En conséquence, si l’usufruitier ne peut disposer du bien librement, il peut user et jouir du bien par lui-même, donner à bail à un autre, même vendre ou céder son droit à titre gratuit.

Dès lors, son usage est libre, sauf à altérer la substance du bien. A ce titre, il peut, dans l’hypothèse de l’usufruit d’un immeuble, héberger, gracieusement, une personne de son choix, sans recueillir préalablement l’accord du nu-propriétaire et même sans l’en aviser.

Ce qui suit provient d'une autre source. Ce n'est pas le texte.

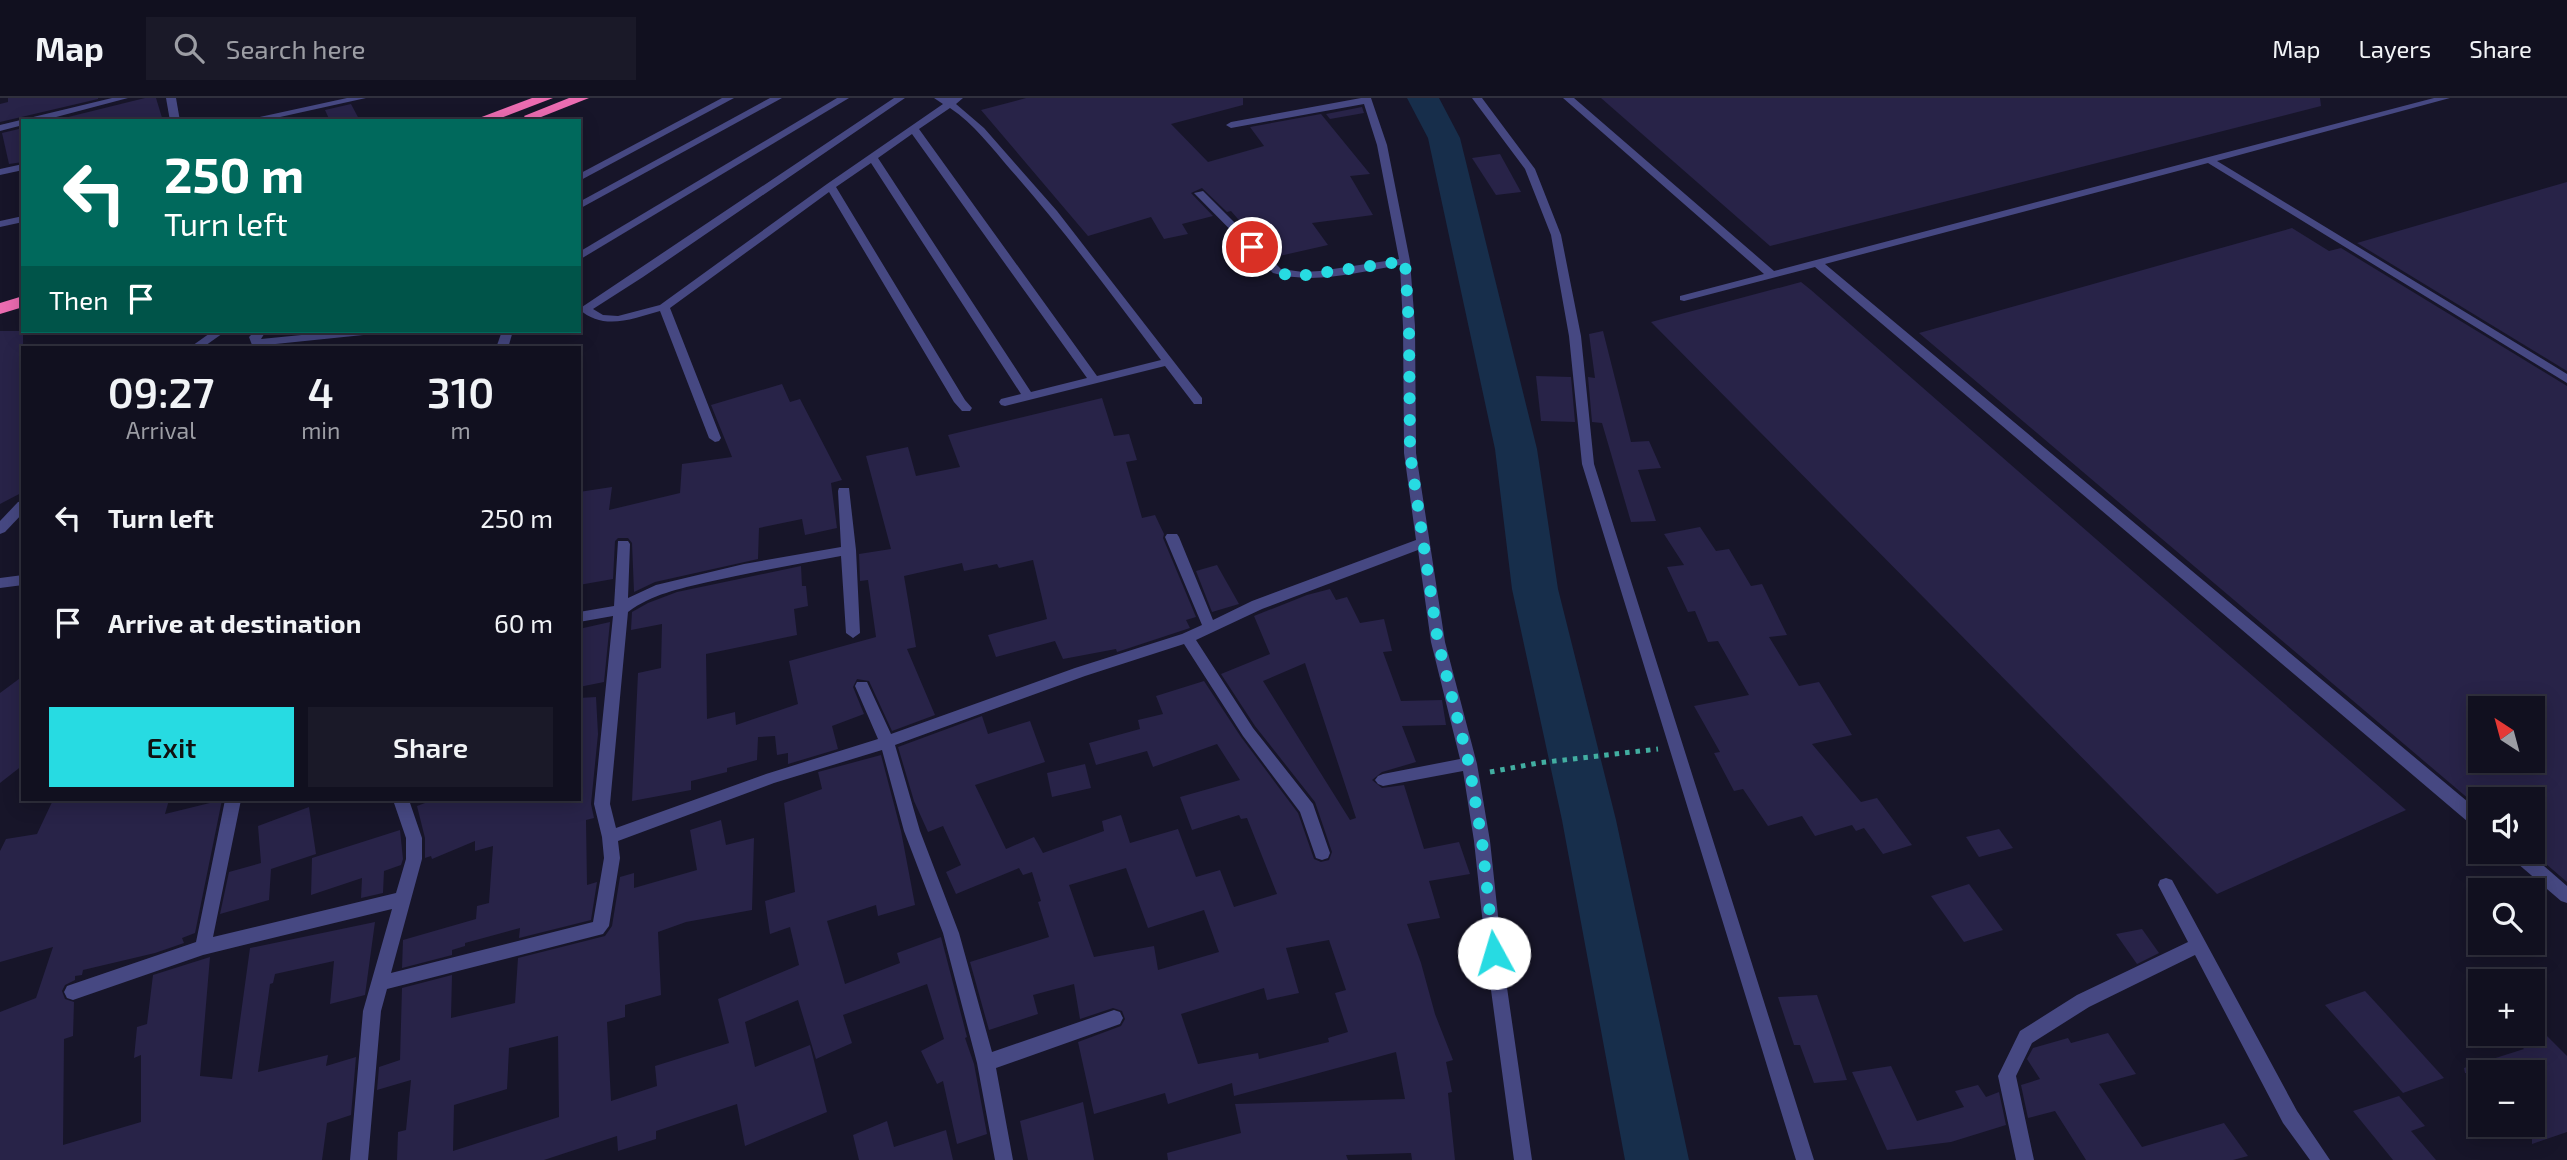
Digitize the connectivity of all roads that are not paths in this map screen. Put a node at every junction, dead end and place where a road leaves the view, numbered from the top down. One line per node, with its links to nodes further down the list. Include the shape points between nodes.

A ce droit d’usage, s’ajoute le droit de jouir de toute espèce de fruits, soit naturels, soit industriels, soit civils que peut produire l'objet dont il a l'usufruit (article 582 du code civil). Ainsi, si l’usufruitier met le bien en location, il en recueille les loyers.

Par conséquent, lorsqu’un immeuble est démembré seul l’usufruitier a la possibilité de conclure un bail. Le nu-propriétaire n’a guère de prérogatives sur le bien donné. Tout au plus peut-il veiller à ce que l’usufruitier exécute convenablement ses obligations.

Conformément à l'article 608 du code civil, "l'usufruitier est tenu, pendant sa jouissance, de toutes les charges annuelles de l'héritage, telles que les contributions et autres qui dans l'usage sont censées charges des fruits".

Ainsi, l’usufruitier est tenu des charges que la jouissance et l’administration normales des biens commandent de prélever sur leurs revenus. Il doit payer les charges périodiques, quelle que soit leur périodicité, en particulier les impôts, taxes et redevances régulièrement exigibles quant aux biens concernés. C’est le cas notamment des taxes foncières, sauf clause contraire.

Par ailleurs, rien n’interdit à ce qu’un usufruitier consente un bail au nu propriétaire. Le loyer des locations meublées est librement fixé entre les parties.

Toutefois, il convient de préciser qu’un contrat de location qui ne pas donne pas lieu à versement d’un loyer peut être analysé en une donation déguisée.

La donation déguisée consiste en une application de la simulation. Un acte apparent, à titre onéreux, masque un acte gratuit. Pour la Cour de cassation, il y a donation déguisée dès lors que les parties ont été animées "(...) d'une volonté de simulation, révélatrice du désir de créer une apparence trompeuse" (arrêt de la 1ère chambre civile de la Cour de cassation du 7 juin 1995, décision n° 93-16.597). Les juges considèrent notamment que la modicité du prix trouve sa cause dans une intention libérale ( Arrêt de la 1ère chambre civile de la Cour de cassation du 12 octobre 1964).

En cas de litige, les juges du fond apprécient souverainement si un acte ayant les apparences d’un acte à titre onéreux constitue en réalité une donation déguisée (arrêt de la 1ère chambre civile de la Cour de cassation du 5 octobre 1960). La donation déguisée est rapportable à la succession, pour le montant de l’avantage procuré à l’enfant (article 843 du code civil).

En outre, en matière de sous location, là encore les parties sont libres en matière de location meublée. Ainsi, une clause du bail peut interdire ou limiter l'exercice de ce droit. A défaut de clause dans le contrat de location meublée, le locataire peut donc sous louer. En effet, en droit commun, le droit de cession et de sous-location est posé par l’article 1717 du code civil. Celui-ci autorise le preneur "de sous-louer, et même de céder son bail à un autre, si cette faculté ne lui a pas été interdite".